If you convert the differences in Figure 1 to percent accumulation difference between the old GDD calculation and one with an unlimited upper base, a more interesting picture occurs. Figure 2 indicates that using the unlimited upper base equation generated 5%-10% greater GDD accumulations during the past 2.5 months across western Nebraska. The range of differences across eastern Nebraska varies from 3% to 7%, with the smaller values occurring across northeastern Nebraska.

In short, the differences between the eastern and western regions of the state in regards to temperature impacts occurred during two distinct time frames.  For eastern Nebraska, much of the blazing heat occurred during the vegetative phase for corn, while western regions experienced their worst heat just prior to pollination through the first half of grain fill.

## Outlook for Remainder of August

It does appear that weather models are backing off of excessive heat for the remainder of August, with short-term trends pointing toward below normal temperatures through the end of August. Although a day or two of maximum temperatures in the 90s may impact the western half of the state, most locations will remain in the 80s or lower as the jet stream begins to pull Canadian air masses into the region.
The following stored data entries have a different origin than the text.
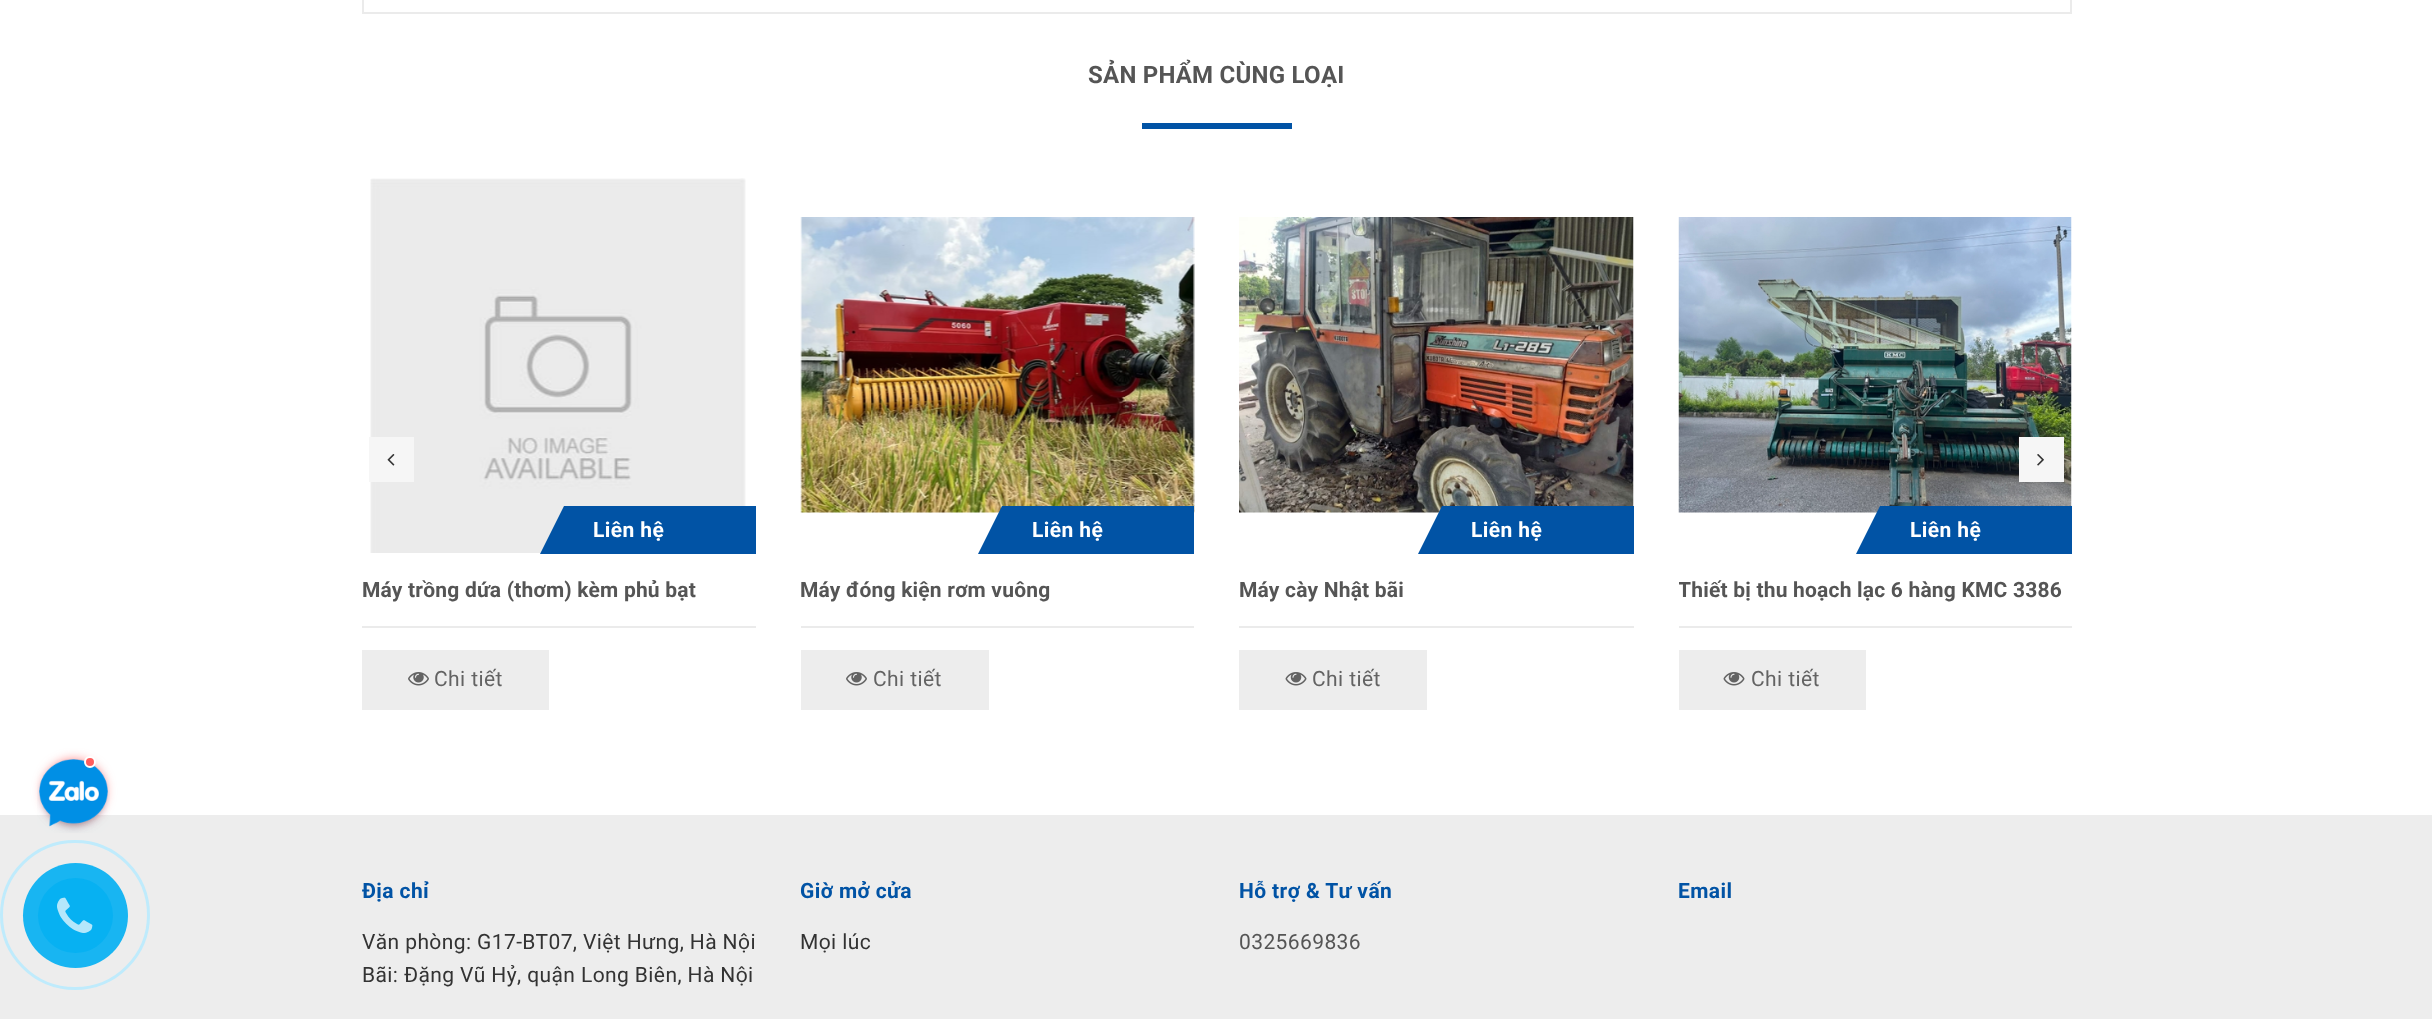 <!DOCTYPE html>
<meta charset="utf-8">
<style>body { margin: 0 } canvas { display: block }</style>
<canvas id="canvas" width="2432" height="1019"></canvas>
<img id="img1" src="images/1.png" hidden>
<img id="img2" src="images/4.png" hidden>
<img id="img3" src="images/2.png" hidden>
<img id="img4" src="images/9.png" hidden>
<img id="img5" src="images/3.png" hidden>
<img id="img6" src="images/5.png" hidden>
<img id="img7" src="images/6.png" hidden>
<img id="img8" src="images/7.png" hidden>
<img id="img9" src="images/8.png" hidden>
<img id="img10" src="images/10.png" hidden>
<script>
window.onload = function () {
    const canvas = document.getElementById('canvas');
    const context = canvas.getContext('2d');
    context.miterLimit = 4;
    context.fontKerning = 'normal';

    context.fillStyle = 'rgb(255, 255, 255)';
    context.fillRect(0, 0, 2432, 1019);
    context.fillStyle = 'rgb(237, 237, 237)';
    context.fillRect(0, 815, 2432, 204);
    context.fillStyle = 'rgb(255, 93, 93)';
    context.filter = 'blur(6px)';
    context.beginPath();
    context.roundRect(44, 761, 60, 60, 30);
    context.fill();
    context.filter = 'none';
    context.drawImage(document.getElementById('img1'), 37, 759, 73, 74);
    context.beginPath();
    context.arc(90, 762, 5, 0, 2 * Math.PI);
    context.fill();
    context.strokeStyle = 'rgb(255, 255, 255)';
    context.lineWidth = 2;
    context.stroke();
    context.strokeStyle = 'rgb(235, 235, 235)';
    context.strokeRect(363, -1, 1708, 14);
    context.fillStyle = 'rgb(1, 83, 165)';
    context.fillRect(1142, 123, 150, 6);
    context.drawImage(document.getElementById('img2'), 370, 178, 376, 375);
    context.fillStyle = 'rgb(246, 246, 246)';
    context.fillRect(369, 437, 45, 45);
    context.drawImage(document.getElementById('img3'), 387, 454, 8, 12);
    context.drawImage(document.getElementById('img4'), 1678, 217, 394, 296);
    context.fillRect(2019, 437, 45, 45);
    context.drawImage(document.getElementById('img5'), 2037, 454, 7, 12);
    context.fillStyle = 'rgb(1, 83, 165)';
    context.fillRect(564, 506, 192, 48);
    context.beginPath();
    context.moveTo(564, 506);
    context.lineTo(564, 554);
    context.lineTo(540, 554);
    context.closePath();
    context.fill();
    context.fillStyle = 'rgb(235, 235, 235)';
    context.fillRect(362, 626, 394, 2);
    context.fillStyle = 'rgb(237, 237, 237)';
    context.fillRect(362, 650, 187, 60);
    context.drawImage(document.getElementById('img6'), 408, 672, 21, 14);
    context.drawImage(document.getElementById('img7'), 800, 217, 395, 296);
    context.fillStyle = 'rgb(1, 83, 165)';
    context.fillRect(1002, 506, 192, 48);
    context.beginPath();
    context.moveTo(1002, 506);
    context.lineTo(1002, 554);
    context.lineTo(978, 554);
    context.closePath();
    context.fill();
    context.fillStyle = 'rgb(235, 235, 235)';
    context.fillRect(801, 626, 393, 2);
    context.fillStyle = 'rgb(237, 237, 237)';
    context.fillRect(801, 650, 188, 60);
    context.drawImage(document.getElementById('img6'), 846, 672, 21, 14);
    context.drawImage(document.getElementById('img8'), 1239, 217, 395, 296);
    context.fillStyle = 'rgb(1, 83, 165)';
    context.fillRect(1442, 506, 192, 48);
    context.beginPath();
    context.moveTo(1442, 506);
    context.lineTo(1442, 554);
    context.lineTo(1418, 554);
    context.closePath();
    context.fill();
    context.fillStyle = 'rgb(235, 235, 235)';
    context.fillRect(1239, 626, 395, 2);
    context.fillStyle = 'rgb(237, 237, 237)';
    context.fillRect(1239, 650, 188, 60);
    context.drawImage(document.getElementById('img9'), 1285, 672, 22, 14);
    context.fillStyle = 'rgb(1, 83, 165)';
    context.fillRect(1880, 506, 192, 48);
    context.beginPath();
    context.moveTo(1880, 506);
    context.lineTo(1880, 554);
    context.lineTo(1856, 554);
    context.closePath();
    context.fill();
    context.fillStyle = 'rgb(235, 235, 235)';
    context.fillRect(1679, 626, 393, 2);
    context.fillStyle = 'rgb(237, 237, 237)';
    context.fillRect(1679, 650, 187, 60);
    context.drawImage(document.getElementById('img9'), 1723, 672, 22, 14);
    context.beginPath();
    context.arc(75, 915, 73.5, 0, 2 * Math.PI);
    context.strokeStyle = 'rgb(191, 235, 252)';
    context.lineWidth = 3;
    context.stroke();
    context.fillStyle = 'rgb(24, 181, 242)';
    context.beginPath();
    context.arc(75.5, 915.5, 52.5, 0, 2 * Math.PI);
    context.fill();
    context.fillStyle = 'rgb(7, 177, 242)';
    context.beginPath();
    context.arc(75.5, 915.5, 37.5, 0, 2 * Math.PI);
    context.fill();
    context.drawImage(document.getElementById('img10'), 57, 897, 36, 36);
    context.letterSpacing = '0.25px';
    context.font = 'bold 24px Roboto';
    context.fillStyle = 'rgb(85, 85, 85)';
    context.fillText('SẢN PHẨM CÙNG LOẠI', 1088, 83);
    context.letterSpacing = '0.4px';
    context.font = 'bold 21px Roboto';
    context.fillStyle = 'rgb(255, 255, 255)';
    context.fillText('Liên hệ', 593, 537);
    context.letterSpacing = '0.2px';
    context.fillStyle = 'rgb(85, 85, 85)';
    context.fillText('Máy trồng dứa (thơm) kèm phủ bạt', 362, 597);
    context.letterSpacing = '0.4px';
    context.font = '21px Roboto';
    context.fillStyle = 'rgb(99, 99, 99)';
    context.fillText('Chi tiết', 434, 686);
    context.font = 'bold 21px Roboto';
    context.fillStyle = 'rgb(255, 255, 255)';
    context.fillText('Liên hệ', 1032, 537);
    context.letterSpacing = '0.2px';
    context.fillStyle = 'rgb(85, 85, 85)';
    context.fillText('Máy đóng kiện rơm vuông', 800, 597);
    context.letterSpacing = '0.4px';
    context.font = '21px Roboto';
    context.fillStyle = 'rgb(99, 99, 99)';
    context.fillText('Chi tiết', 873, 686);
    context.font = 'bold 21px Roboto';
    context.fillStyle = 'rgb(255, 255, 255)';
    context.fillText('Liên hệ', 1471, 537);
    context.letterSpacing = '0.2px';
    context.fillStyle = 'rgb(85, 85, 85)';
    context.fillText('Máy cày Nhật bãi', 1239, 597);
    context.letterSpacing = '0.4px';
    context.font = '21px Roboto';
    context.fillStyle = 'rgb(99, 99, 99)';
    context.fillText('Chi tiết', 1312, 686);
    context.font = 'bold 21px Roboto';
    context.fillStyle = 'rgb(255, 255, 255)';
    context.fillText('Liên hệ', 1910, 537);
    context.save();
    context.beginPath();
    context.rect(1679, 576, 393, 27);
    context.clip();
    context.letterSpacing = '0.2px';
    context.fillStyle = 'rgb(85, 85, 85)';
    context.fillText('Thiết bị thu hoạch lạc 6 hàng KMC 3386', 1678, 597);
    context.restore();
    context.font = '21px Roboto';
    context.fillStyle = 'rgb(99, 99, 99)';
    context.fillText('Chi tiết', 1751, 686);
    context.font = 'bold 21px Roboto';
    context.fillStyle = 'rgb(1, 83, 165)';
    context.fillText('Địa chỉ', 362, 898);
    context.font = '21px Roboto';
    context.fillStyle = 'rgb(51, 51, 51)';
    context.fillText('Văn phòng: G17-BT07, Việt Hưng, Hà Nội', 362, 949);
    context.fillText('Bãi: Đặng Vũ Hỷ, quận Long Biên, Hà Nội', 362, 982);
    context.font = 'bold 21px Roboto';
    context.fillStyle = 'rgb(1, 83, 165)';
    context.fillText('Giờ mở cửa', 800, 898);
    context.font = '21px Roboto';
    context.fillStyle = 'rgb(51, 51, 51)';
    context.fillText('Mọi lúc', 800, 949);
    context.font = 'bold 21px Roboto';
    context.fillStyle = 'rgb(1, 83, 165)';
    context.fillText('Hỗ trợ & Tư vấn', 1239, 898);
    context.font = '21px Roboto';
    context.fillStyle = 'rgb(85, 85, 85)';
    context.fillText('0325669836', 1239, 949);
    context.font = 'bold 21px Roboto';
    context.fillStyle = 'rgb(1, 83, 165)';
    context.fillText('Email', 1678, 898);
};
</script>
This should also increase our opportunities for above normal rainfall, if the models are correct.

The early release of the 30- and 90-day outlooks (Figures 3-6) from the Climate Prediction Center fail to show any moisture trend for the central Plains.  Some above-normal moisture is indicated for the Dakotas, but in the remainder of the Corn Belt there are equal chances for above normal, normal, or below normal precipitation. Temperature forecasts only show a moderate tendency for above normal temperatures during the September-November period for the entire continental United States.